In fact, while we're at it, why not place on record how "sensitive" he was? In spite of his supposed efforts to the contrary, he couldn't help being decent and broad-minded. Think of the tender treatment of homosexuality in The Riverside Villas Murder or Ending Up or even Difficulties With Girls. Recall his staunch non-racism in what I'd nominate his masterpiece, Girl, 20. How often he awarded the best lines, the most winning characters, to those whom he had set out to ridicule and subvert.

If I quoted from him I would never be done, so let me instead quote indirectly. By a happy coincidence I had a letter recently from Janet Montefiore, whom some of you will know as the author of Feminism and Poetry. She took sharp issue with those, like David Lodge, who had employed the word "misogynist" in their obituaries. As she went on:

"I do not think this was a vice of Amis's, however much he liked the idea of male privilege.

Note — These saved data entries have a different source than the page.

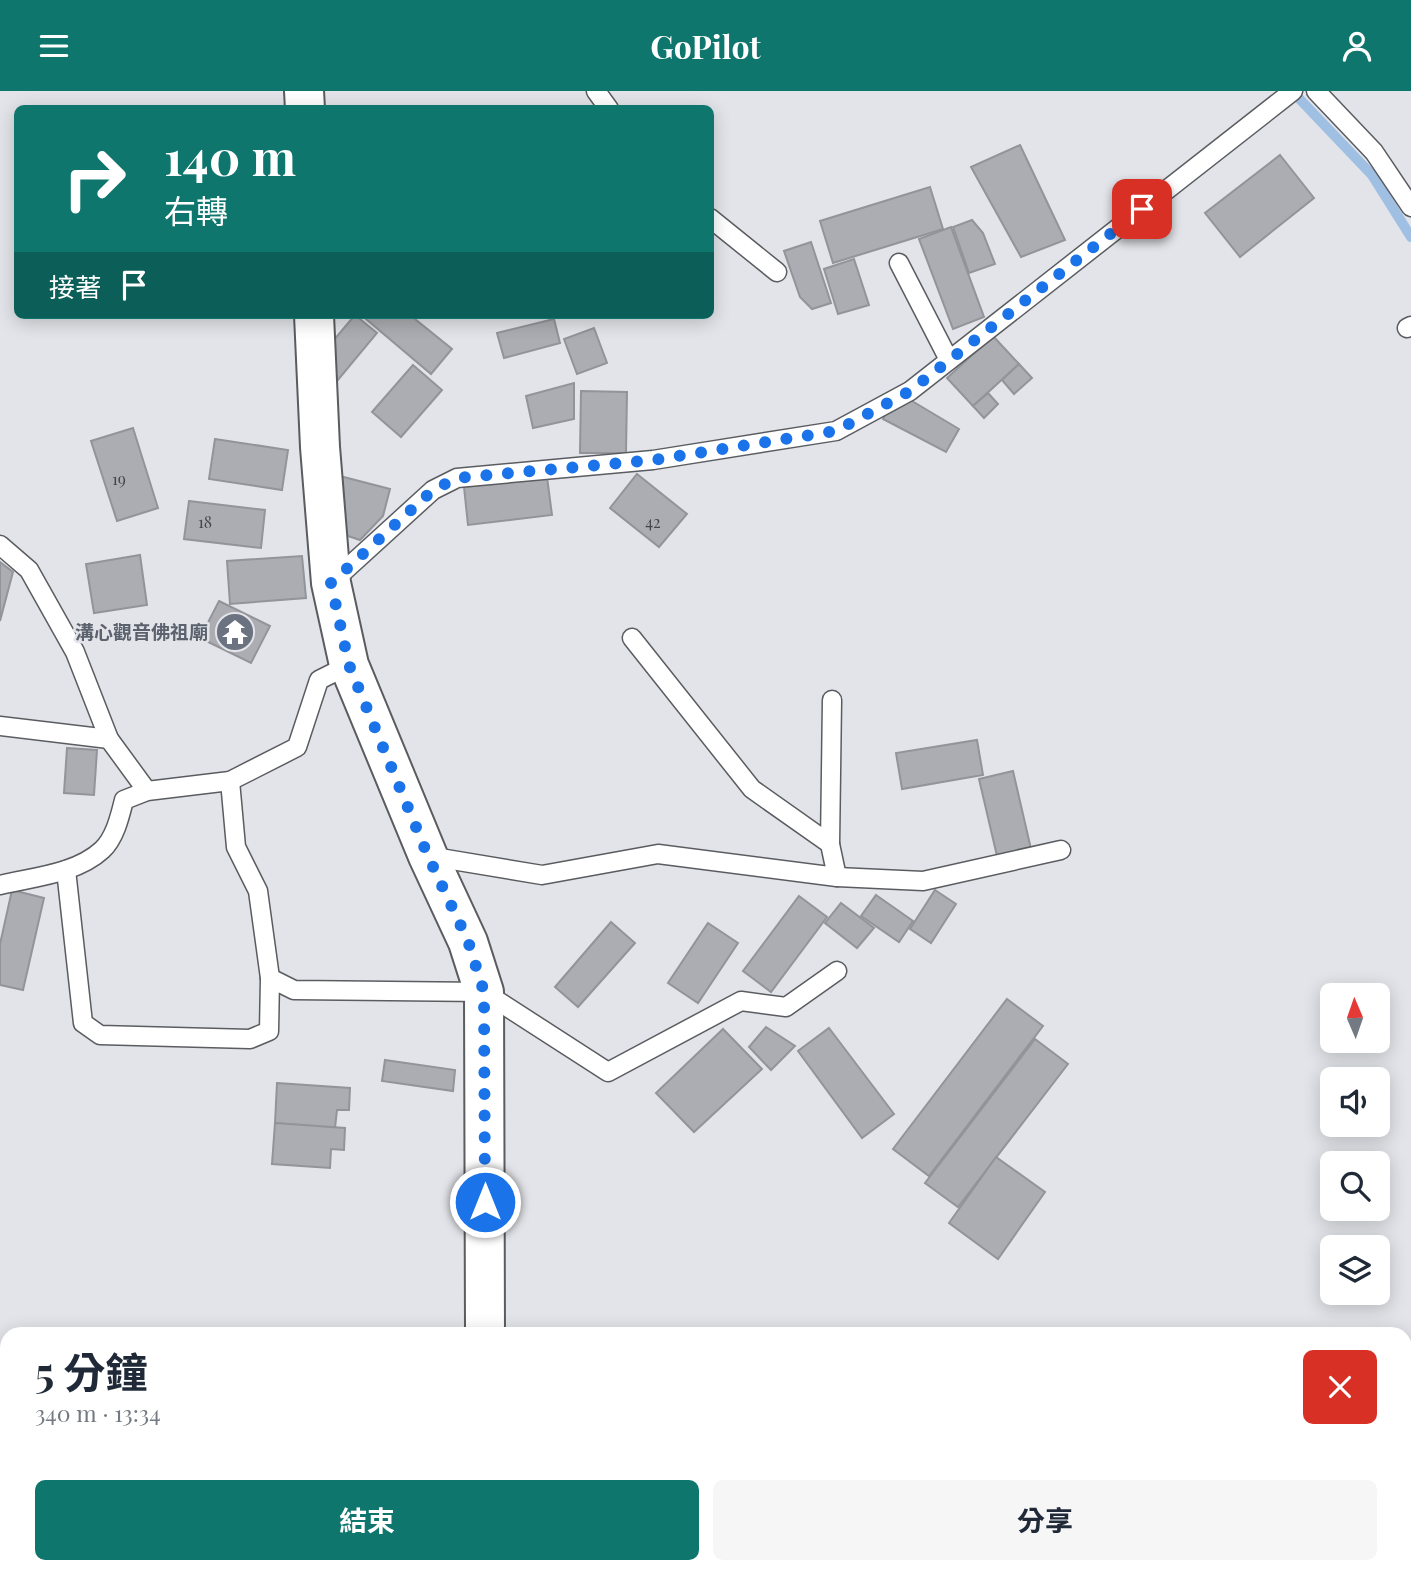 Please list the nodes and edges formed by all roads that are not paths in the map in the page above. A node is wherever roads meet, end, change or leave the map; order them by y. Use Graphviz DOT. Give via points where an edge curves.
graph roads {
  1 [pos="1293,91"];
  2 [pos="1316,91"];
  3 [pos="1411,208"];
  4 [pos="714,221"];
  5 [pos="899,263"];
  6 [pos="777,272"];
  7 [pos="314,319"];
  8 [pos="949,360"];
  9 [pos="0,545"];
  10 [pos="331,583"];
  11 [pos="632,638"];
  12 [pos="349,665"];
  13 [pos="832,700"];
  14 [pos="0,726"];
  15 [pos="109,739"];
  16 [pos="229,781"];
  17 [pos="147,791"];
  18 [pos="830,844"];
  19 [pos="1061,850"];
  20 [pos="428,856"];
  21 [pos="66,870"];
  22 [pos="837,877"];
  23 [pos="0,885"];
  24 [pos="837,971"];
  25 [pos="270,978"];
  26 [pos="484,992"];
  27 [pos="485,1327"];
  1 -- 8 [label="lane"];
  2 -- 3 [label="lane" via="1374,152"];
  4 -- 6 [label="lane"];
  5 -- 8 [label="lane"];
  7 -- 10 [label="street"];
  8 -- 10 [label="lane" via="910,391 836,431 653,460 443,483"];
  9 -- 15 [label="lane" via="29,571 75,652"];
  10 -- 12 [label="street"];
  11 -- 18 [label="lane" via="752,789"];
  12 -- 16 [label="lane" via="319,680 297,747"];
  12 -- 20 [label="street"];
  13 -- 18 [label="lane"];
  14 -- 15 [label="lane"];
  15 -- 17 [label="lane"];
  16 -- 17 [label="lane"];
  16 -- 25 [label="lane" via="236,847 258,891"];
  17 -- 21 [label="lane" via="124,800 119,822 103,849"];
  18 -- 22 [label="lane"];
  19 -- 22 [label="lane" via="923,881"];
  20 -- 22 [label="lane" via="542,875 658,854"];
  20 -- 26 [label="street" via="468,941"];
  21 -- 23 [label="lane"];
  21 -- 25 [label="lane" via="83,1023 100,1035 250,1039 269,1031"];
  24 -- 26 [label="lane" via="786,1007 741,1001 608,1072"];
  25 -- 26 [label="lane" via="294,990"];
  26 -- 27 [label="street"];
}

He showed no trace of rancour in the correspondence I had with him. I asked his permission to reprint part of his poem 'In a Bookshop' in my book, Feminism and Poetry, one of whose chapters begins a discussion of love sonnets by women with a quotation from this poem contrasting the way male poets go in for titles like 'Landscape Near Parma' or 'The Double Vortex' with 'I Remember You', 'Live is My Creed', 'Poem for J' - 'the ladies' choice'. One might expect both the title of my book and the way I use the poem, which I describe as 'good-tempered but patronising', to be to a right-wing 'misogynist' what the proverbial rag is to the bull. Actually, Amis wrote me a friendly letter of permission, saying that the poem wasn't meant to patronise women: on the contrary, its point was that women's emotional directness was preferable to men's self-regarding intellectualism. He ended by wishing my book well, and hoping that it would mention Christina Rossetti, a poet he admired. I was delayed replying. When I finally did write, his response was, again, warm and generous. It is much to the credit of this 'misogynist' that though he didn't know me, didn't - notoriously - like books with 'Feminism' in the title, and didn't agree with what I said about his poem, he neither resented my saying it nor (as he could have done) prevented me from publishing it in the way I thought right. Not every writer is so generous."

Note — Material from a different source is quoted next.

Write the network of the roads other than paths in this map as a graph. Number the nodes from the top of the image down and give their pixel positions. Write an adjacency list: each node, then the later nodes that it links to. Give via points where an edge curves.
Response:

Nor is every person so generous, but I think that we have hit upon the right word. Kingers was lavish, with himself and his wit and his opinions and his hospitality and with his wrath and his booze and his prejudices. Testimony to this open-handedness need not depend on personal recollection. He did, after all, raise a body of work which, whether life proves to be froth and bubble, or toil and labour, certainly makes that life easier to get through and equally certainly helps illuminate the ticklish business of being a candidate member of the human race.

Taken from Christopher Hitchens's tribute to Kingsley Amis at his memorial service last Tuesday.